Deptford trilogy, Fifth Business, Philistinism, Robertson Davies, the Manticore, World of Wonders
A contemporary conversazione between Prof. David Wright and Dr. Phil Stein, two well-respected academics, about Robertson Davies’ Deptford trilogy.
Prof. Wright: The Deptford Trilogy by Robertson Davies is a first-rate literary masterpiece, a unique accomplishment in the annals of Canadian literature. It is a strong testament to the power of both magic and wonder. It reminds us of the vitality of sensory experience over cold rationality, and it’s a convincing argument against history as merely a subjectively reconstructed document made of paper. The psychological insights continually bowl us over–the Jungian especially–and even the dismissals of Freud are well laid out broadsides. The dialogue sparkles and crackles like the magic of Magnus Eisengrim.
Dr. Stein: Robertson Davies has a natural place in the canon of Eurocentric, patronizing dead white male authors. But surely Davies, the world-class elitist, would have considered this a tremendous compliment. All the psychological talk talk talk and not even one positive reference to a gay character. Only coerced child buggery. The latent homophobia was palpable. What’s the author afraid of?
Prof. Wright: Davies isn’t scared of homosexuality, he’s just more interested in the myriad ways our inner lives fall into patterns or archetypes. Especially in the trilogy’s second book, the Manticore, psychologist Dr. Von Haller applies Jungian ideas, even some Adler, to unpeel the universal consciousness and lay it bare before the reader.

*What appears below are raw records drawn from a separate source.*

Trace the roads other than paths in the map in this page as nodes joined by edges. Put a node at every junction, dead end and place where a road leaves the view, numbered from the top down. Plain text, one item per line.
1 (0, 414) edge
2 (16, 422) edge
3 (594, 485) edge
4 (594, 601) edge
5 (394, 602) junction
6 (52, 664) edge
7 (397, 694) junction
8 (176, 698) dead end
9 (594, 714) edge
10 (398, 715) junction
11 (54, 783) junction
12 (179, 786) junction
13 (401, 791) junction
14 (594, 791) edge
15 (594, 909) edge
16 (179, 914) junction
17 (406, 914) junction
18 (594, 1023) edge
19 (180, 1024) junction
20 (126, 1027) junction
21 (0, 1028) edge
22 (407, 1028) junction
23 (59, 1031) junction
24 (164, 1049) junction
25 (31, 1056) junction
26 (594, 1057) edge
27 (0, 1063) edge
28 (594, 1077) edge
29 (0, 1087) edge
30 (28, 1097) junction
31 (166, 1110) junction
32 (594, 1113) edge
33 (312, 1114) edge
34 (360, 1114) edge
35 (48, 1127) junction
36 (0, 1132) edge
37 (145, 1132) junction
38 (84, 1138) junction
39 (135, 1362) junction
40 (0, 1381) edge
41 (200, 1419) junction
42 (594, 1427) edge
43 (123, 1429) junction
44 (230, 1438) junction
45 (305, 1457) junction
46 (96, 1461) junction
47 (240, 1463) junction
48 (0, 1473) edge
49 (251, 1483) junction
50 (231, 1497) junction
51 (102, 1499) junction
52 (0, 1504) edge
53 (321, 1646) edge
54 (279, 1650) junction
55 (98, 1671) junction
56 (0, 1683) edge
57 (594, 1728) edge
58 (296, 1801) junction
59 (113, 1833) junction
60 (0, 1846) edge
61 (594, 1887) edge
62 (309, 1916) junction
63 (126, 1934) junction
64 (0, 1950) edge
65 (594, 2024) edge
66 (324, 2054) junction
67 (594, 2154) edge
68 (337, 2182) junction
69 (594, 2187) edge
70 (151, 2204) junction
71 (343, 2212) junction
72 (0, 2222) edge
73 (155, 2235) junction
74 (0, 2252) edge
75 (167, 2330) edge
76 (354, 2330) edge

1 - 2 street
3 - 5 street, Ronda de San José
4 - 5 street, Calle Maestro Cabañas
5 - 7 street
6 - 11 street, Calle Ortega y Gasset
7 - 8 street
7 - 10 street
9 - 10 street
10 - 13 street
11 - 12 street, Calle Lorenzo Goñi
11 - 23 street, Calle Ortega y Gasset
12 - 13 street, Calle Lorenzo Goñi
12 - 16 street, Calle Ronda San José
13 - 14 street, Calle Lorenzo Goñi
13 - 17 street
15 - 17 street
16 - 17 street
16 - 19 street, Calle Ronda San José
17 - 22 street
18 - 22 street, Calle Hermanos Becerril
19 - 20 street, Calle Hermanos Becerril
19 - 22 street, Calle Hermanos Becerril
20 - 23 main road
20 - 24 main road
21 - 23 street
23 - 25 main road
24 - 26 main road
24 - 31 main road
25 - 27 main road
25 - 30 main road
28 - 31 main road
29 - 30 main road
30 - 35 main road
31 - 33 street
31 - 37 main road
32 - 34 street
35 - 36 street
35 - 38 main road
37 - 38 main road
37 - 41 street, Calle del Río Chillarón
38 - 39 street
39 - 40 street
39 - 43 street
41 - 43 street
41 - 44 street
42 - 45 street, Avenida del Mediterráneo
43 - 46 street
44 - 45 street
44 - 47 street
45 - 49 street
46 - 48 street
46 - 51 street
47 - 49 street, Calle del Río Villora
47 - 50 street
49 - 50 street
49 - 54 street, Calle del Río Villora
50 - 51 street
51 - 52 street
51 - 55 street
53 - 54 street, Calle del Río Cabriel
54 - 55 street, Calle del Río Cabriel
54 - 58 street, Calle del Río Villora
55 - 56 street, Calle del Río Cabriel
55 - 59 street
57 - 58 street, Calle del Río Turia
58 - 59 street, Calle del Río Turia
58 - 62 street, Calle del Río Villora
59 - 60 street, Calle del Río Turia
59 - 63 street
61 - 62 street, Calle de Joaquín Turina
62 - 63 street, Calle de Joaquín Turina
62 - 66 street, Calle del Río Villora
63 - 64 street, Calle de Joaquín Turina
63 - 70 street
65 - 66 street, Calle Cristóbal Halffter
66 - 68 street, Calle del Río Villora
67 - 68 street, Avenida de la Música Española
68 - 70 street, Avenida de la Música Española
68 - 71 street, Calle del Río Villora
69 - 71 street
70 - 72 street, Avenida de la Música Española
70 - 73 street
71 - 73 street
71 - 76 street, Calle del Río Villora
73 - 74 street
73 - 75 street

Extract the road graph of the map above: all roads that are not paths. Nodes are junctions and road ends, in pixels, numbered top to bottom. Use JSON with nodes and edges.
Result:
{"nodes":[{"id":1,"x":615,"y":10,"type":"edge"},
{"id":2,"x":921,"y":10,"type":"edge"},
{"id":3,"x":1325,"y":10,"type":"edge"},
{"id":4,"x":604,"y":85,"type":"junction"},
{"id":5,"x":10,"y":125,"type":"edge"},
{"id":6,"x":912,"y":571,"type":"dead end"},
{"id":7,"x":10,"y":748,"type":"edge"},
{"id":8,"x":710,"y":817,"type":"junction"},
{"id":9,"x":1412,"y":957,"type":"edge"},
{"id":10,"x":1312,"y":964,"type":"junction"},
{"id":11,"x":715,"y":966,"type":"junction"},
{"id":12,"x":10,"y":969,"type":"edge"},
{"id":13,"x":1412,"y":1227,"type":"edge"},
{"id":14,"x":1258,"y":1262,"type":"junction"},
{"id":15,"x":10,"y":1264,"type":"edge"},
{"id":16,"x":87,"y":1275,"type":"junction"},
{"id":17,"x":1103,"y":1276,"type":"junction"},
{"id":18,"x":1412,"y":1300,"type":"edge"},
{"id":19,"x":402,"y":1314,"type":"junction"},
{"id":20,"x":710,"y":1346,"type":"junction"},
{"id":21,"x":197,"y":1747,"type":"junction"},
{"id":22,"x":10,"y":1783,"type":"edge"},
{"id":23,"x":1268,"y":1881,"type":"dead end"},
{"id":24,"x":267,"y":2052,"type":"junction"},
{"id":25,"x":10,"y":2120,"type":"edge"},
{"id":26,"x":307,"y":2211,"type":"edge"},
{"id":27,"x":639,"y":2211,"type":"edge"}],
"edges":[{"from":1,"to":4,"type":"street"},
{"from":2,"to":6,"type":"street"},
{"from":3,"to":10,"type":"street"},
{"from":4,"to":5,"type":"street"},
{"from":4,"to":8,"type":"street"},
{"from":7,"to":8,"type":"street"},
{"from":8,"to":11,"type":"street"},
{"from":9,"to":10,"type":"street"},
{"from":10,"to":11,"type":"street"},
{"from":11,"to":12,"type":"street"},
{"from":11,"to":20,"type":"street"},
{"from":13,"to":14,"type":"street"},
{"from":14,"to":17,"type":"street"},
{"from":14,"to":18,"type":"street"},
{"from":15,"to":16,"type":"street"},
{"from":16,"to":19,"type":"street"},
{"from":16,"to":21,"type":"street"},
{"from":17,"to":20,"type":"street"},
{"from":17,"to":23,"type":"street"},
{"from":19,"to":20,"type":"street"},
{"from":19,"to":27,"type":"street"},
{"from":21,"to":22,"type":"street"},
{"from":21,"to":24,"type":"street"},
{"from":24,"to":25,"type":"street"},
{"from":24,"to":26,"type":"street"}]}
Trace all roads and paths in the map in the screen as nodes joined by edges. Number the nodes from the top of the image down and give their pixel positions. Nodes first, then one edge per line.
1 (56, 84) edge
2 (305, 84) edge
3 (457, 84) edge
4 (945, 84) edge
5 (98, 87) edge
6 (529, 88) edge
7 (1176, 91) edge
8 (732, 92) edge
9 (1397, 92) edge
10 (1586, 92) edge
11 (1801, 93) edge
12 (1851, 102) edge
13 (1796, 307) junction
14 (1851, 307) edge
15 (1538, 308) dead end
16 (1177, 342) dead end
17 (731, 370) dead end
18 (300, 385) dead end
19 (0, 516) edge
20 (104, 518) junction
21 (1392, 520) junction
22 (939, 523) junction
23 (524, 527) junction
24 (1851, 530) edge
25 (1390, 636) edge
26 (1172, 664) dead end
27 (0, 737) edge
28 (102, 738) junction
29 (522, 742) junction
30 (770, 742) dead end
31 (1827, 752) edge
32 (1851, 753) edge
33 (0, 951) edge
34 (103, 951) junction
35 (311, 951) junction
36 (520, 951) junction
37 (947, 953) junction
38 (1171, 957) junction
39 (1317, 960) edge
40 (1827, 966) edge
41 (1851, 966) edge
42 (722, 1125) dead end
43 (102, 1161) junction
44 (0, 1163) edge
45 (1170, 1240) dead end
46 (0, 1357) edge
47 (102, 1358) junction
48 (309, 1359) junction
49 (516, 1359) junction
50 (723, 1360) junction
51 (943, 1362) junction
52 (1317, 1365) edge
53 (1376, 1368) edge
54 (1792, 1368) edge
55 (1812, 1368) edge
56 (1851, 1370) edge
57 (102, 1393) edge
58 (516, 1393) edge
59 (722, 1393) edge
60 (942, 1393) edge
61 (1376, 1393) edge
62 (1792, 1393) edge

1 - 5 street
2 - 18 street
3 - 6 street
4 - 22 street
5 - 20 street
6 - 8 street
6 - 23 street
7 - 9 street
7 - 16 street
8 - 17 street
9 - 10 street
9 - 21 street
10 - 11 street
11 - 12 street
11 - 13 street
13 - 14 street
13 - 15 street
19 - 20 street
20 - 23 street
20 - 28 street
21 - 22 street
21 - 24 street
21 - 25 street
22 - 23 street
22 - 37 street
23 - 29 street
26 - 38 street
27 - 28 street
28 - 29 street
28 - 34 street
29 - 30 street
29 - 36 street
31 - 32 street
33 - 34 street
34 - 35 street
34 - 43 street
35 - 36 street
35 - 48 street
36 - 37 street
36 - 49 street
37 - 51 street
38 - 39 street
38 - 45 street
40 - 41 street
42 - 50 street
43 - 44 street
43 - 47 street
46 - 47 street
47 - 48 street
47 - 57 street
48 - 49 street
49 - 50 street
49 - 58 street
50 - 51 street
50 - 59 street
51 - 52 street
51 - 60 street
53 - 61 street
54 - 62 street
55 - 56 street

Dr. Stein: Yes yes, and after examination, or even well before, what do we find? A spoiled Anglo-Saxon brat given to cavalier dismissals of prideful, small Canadian towns as parochial backwater. We find a class war monger. A parasitic capitalist and unabashed colonialist. Best of all, the whole thing takes place behind the backdrop of a splendid castle in Zurich Switzerland, gained by inheritance no less. The whole thing is a bourgeois Marxist nightmare, and we hardly need a prescient psychologist to understand the character’s pathologies. This is the great Canadian writer?
Prof. Wright: I’m afraid you’re missing the point.
Dr. Stein: Oh yes, the rural bashing was too subtle, “villages as rotten with vice…incest, sodomy, bestiality, sadism, masochism.” David Staunton has adult problems because growing up his servants were sooo inadequate, wah wah wah. Do you know how many people in this city live below the poverty line?
Prof. Wright: Are we going to talk about the book?
Dr. Stein: How can we, when great chunks of our population have no access to medicare?
Prof. Wright: Well, In Dr. Von Haller’s words, when your unsophisticated feeling is aroused you talk like that. I wonder, what woman inside you talks that way? Can I help you find your anima?
Dr. Stein: You’re a priggish snob.
Prof. Wright: Come come now! We’re making progress. You go through life with an awareness of others, their wants and needs. You’re a sensitive man! But your antennae is only used for negative purposes.
Dr. Stein: You think social justice is negative? Are you a monster?
Prof. Wright: You’re projecting your pet cause on whatever comes before you. A distortion, no matter how compassionate its origin, is a distortion nonetheless. Reducing a writer, a vast thinker like Davies, to existing only on your fetishized level is false: You can’t read a piece of art with the critical lens you’d apply to a Marxist pamphlet.
Dr. Stein: “Critical lens”…the pomposity of the learned! Education is a great shield against experience.
Prof. Wright: I know you’re quoting Davies there, confirming you’ve actually read the book, making your brutal interpretation yet more enigmatic and perverse, but I’m not apologizing for my education. And your sneer seems out of place for a man holding a doctorate.
Dr. Stein: Distract all you want. How are you missing the focus on class structures?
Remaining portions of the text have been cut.